### Task prompt:
Write out every entry again exactly as it stands.

### Task material:

--- START ---

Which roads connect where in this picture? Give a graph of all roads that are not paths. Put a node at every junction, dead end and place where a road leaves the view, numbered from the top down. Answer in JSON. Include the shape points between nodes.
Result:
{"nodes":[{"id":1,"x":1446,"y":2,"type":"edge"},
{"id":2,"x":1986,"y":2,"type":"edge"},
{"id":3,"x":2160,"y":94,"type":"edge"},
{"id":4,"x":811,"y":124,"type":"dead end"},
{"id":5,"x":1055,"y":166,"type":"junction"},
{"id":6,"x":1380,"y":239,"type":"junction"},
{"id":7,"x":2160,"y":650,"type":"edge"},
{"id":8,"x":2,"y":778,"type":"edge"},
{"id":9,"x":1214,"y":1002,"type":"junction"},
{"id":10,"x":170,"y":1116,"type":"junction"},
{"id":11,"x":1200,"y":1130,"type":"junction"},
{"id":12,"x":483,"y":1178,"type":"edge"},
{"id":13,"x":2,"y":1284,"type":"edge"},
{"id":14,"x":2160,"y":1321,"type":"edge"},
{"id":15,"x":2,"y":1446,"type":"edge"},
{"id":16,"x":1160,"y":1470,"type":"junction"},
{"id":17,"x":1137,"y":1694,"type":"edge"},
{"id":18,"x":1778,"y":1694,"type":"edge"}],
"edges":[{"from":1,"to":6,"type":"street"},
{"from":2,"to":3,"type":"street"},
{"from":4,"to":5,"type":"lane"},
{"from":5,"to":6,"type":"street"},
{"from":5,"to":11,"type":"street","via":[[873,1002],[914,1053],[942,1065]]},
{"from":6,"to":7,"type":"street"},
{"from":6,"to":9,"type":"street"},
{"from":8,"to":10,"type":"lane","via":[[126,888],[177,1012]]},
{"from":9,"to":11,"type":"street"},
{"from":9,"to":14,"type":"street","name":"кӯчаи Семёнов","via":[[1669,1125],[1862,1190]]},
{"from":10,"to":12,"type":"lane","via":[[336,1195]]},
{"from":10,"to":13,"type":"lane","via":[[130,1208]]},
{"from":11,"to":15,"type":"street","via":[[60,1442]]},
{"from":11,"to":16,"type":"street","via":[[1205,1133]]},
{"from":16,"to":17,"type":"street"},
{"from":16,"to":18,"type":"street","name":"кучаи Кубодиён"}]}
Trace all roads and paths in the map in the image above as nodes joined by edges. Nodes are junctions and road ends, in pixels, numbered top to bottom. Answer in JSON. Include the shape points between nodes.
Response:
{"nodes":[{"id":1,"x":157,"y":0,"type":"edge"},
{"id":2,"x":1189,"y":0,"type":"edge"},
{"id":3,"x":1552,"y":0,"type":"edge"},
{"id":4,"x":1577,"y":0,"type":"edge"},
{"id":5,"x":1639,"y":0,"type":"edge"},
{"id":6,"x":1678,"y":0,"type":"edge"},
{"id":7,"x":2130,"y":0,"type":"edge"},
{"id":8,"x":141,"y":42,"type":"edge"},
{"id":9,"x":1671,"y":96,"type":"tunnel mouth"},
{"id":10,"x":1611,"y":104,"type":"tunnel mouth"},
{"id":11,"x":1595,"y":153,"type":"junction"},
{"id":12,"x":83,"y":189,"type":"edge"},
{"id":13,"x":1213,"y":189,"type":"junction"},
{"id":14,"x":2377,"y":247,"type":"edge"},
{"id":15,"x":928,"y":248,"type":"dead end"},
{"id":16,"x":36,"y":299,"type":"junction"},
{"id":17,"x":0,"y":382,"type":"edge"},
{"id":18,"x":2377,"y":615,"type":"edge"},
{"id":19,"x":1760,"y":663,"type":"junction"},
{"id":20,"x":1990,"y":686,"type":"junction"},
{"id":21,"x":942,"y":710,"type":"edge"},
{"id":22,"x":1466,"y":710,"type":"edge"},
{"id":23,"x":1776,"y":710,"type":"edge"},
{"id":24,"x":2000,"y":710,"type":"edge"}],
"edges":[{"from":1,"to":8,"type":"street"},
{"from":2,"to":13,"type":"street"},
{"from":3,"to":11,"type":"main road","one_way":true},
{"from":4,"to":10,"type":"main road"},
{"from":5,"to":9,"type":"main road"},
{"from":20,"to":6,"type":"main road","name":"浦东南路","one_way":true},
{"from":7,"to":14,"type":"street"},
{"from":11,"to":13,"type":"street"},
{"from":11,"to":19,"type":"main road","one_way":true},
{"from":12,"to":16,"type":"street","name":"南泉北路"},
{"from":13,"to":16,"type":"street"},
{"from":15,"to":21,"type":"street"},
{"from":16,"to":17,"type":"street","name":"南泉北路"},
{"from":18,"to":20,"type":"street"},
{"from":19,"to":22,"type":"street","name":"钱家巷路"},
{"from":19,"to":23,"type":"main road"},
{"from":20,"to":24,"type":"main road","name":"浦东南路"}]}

--- END ---

### Completed task:
Which roads connect where in this picture? Give a graph of all roads that are not paths. Put a node at every junction, dead end and place where a road leaves the view, numbered from the top down. Answer in JSON. Include the shape points between nodes.
Result:
{"nodes":[{"id":1,"x":1446,"y":2,"type":"edge"},
{"id":2,"x":1986,"y":2,"type":"edge"},
{"id":3,"x":2160,"y":94,"type":"edge"},
{"id":4,"x":811,"y":124,"type":"dead end"},
{"id":5,"x":1055,"y":166,"type":"junction"},
{"id":6,"x":1380,"y":239,"type":"junction"},
{"id":7,"x":2160,"y":650,"type":"edge"},
{"id":8,"x":2,"y":778,"type":"edge"},
{"id":9,"x":1214,"y":1002,"type":"junction"},
{"id":10,"x":170,"y":1116,"type":"junction"},
{"id":11,"x":1200,"y":1130,"type":"junction"},
{"id":12,"x":483,"y":1178,"type":"edge"},
{"id":13,"x":2,"y":1284,"type":"edge"},
{"id":14,"x":2160,"y":1321,"type":"edge"},
{"id":15,"x":2,"y":1446,"type":"edge"},
{"id":16,"x":1160,"y":1470,"type":"junction"},
{"id":17,"x":1137,"y":1694,"type":"edge"},
{"id":18,"x":1778,"y":1694,"type":"edge"}],
"edges":[{"from":1,"to":6,"type":"street"},
{"from":2,"to":3,"type":"street"},
{"from":4,"to":5,"type":"lane"},
{"from":5,"to":6,"type":"street"},
{"from":5,"to":11,"type":"street","via":[[873,1002],[914,1053],[942,1065]]},
{"from":6,"to":7,"type":"street"},
{"from":6,"to":9,"type":"street"},
{"from":8,"to":10,"type":"lane","via":[[126,888],[177,1012]]},
{"from":9,"to":11,"type":"street"},
{"from":9,"to":14,"type":"street","name":"кӯчаи Семёнов","via":[[1669,1125],[1862,1190]]},
{"from":10,"to":12,"type":"lane","via":[[336,1195]]},
{"from":10,"to":13,"type":"lane","via":[[130,1208]]},
{"from":11,"to":15,"type":"street","via":[[60,1442]]},
{"from":11,"to":16,"type":"street","via":[[1205,1133]]},
{"from":16,"to":17,"type":"street"},
{"from":16,"to":18,"type":"street","name":"кучаи Кубодиён"}]}
Trace all roads and paths in the map in the image above as nodes joined by edges. Nodes are junctions and road ends, in pixels, numbered top to bottom. Answer in JSON. Include the shape points between nodes.
Response:
{"nodes":[{"id":1,"x":157,"y":0,"type":"edge"},
{"id":2,"x":1189,"y":0,"type":"edge"},
{"id":3,"x":1552,"y":0,"type":"edge"},
{"id":4,"x":1577,"y":0,"type":"edge"},
{"id":5,"x":1639,"y":0,"type":"edge"},
{"id":6,"x":1678,"y":0,"type":"edge"},
{"id":7,"x":2130,"y":0,"type":"edge"},
{"id":8,"x":141,"y":42,"type":"edge"},
{"id":9,"x":1671,"y":96,"type":"tunnel mouth"},
{"id":10,"x":1611,"y":104,"type":"tunnel mouth"},
{"id":11,"x":1595,"y":153,"type":"junction"},
{"id":12,"x":83,"y":189,"type":"edge"},
{"id":13,"x":1213,"y":189,"type":"junction"},
{"id":14,"x":2377,"y":247,"type":"edge"},
{"id":15,"x":928,"y":248,"type":"dead end"},
{"id":16,"x":36,"y":299,"type":"junction"},
{"id":17,"x":0,"y":382,"type":"edge"},
{"id":18,"x":2377,"y":615,"type":"edge"},
{"id":19,"x":1760,"y":663,"type":"junction"},
{"id":20,"x":1990,"y":686,"type":"junction"},
{"id":21,"x":942,"y":710,"type":"edge"},
{"id":22,"x":1466,"y":710,"type":"edge"},
{"id":23,"x":1776,"y":710,"type":"edge"},
{"id":24,"x":2000,"y":710,"type":"edge"}],
"edges":[{"from":1,"to":8,"type":"street"},
{"from":2,"to":13,"type":"street"},
{"from":3,"to":11,"type":"main road","one_way":true},
{"from":4,"to":10,"type":"main road"},
{"from":5,"to":9,"type":"main road"},
{"from":20,"to":6,"type":"main road","name":"浦东南路","one_way":true},
{"from":7,"to":14,"type":"street"},
{"from":11,"to":13,"type":"street"},
{"from":11,"to":19,"type":"main road","one_way":true},
{"from":12,"to":16,"type":"street","name":"南泉北路"},
{"from":13,"to":16,"type":"street"},
{"from":15,"to":21,"type":"street"},
{"from":16,"to":17,"type":"street","name":"南泉北路"},
{"from":18,"to":20,"type":"street"},
{"from":19,"to":22,"type":"street","name":"钱家巷路"},
{"from":19,"to":23,"type":"main road"},
{"from":20,"to":24,"type":"main road","name":"浦东南路"}]}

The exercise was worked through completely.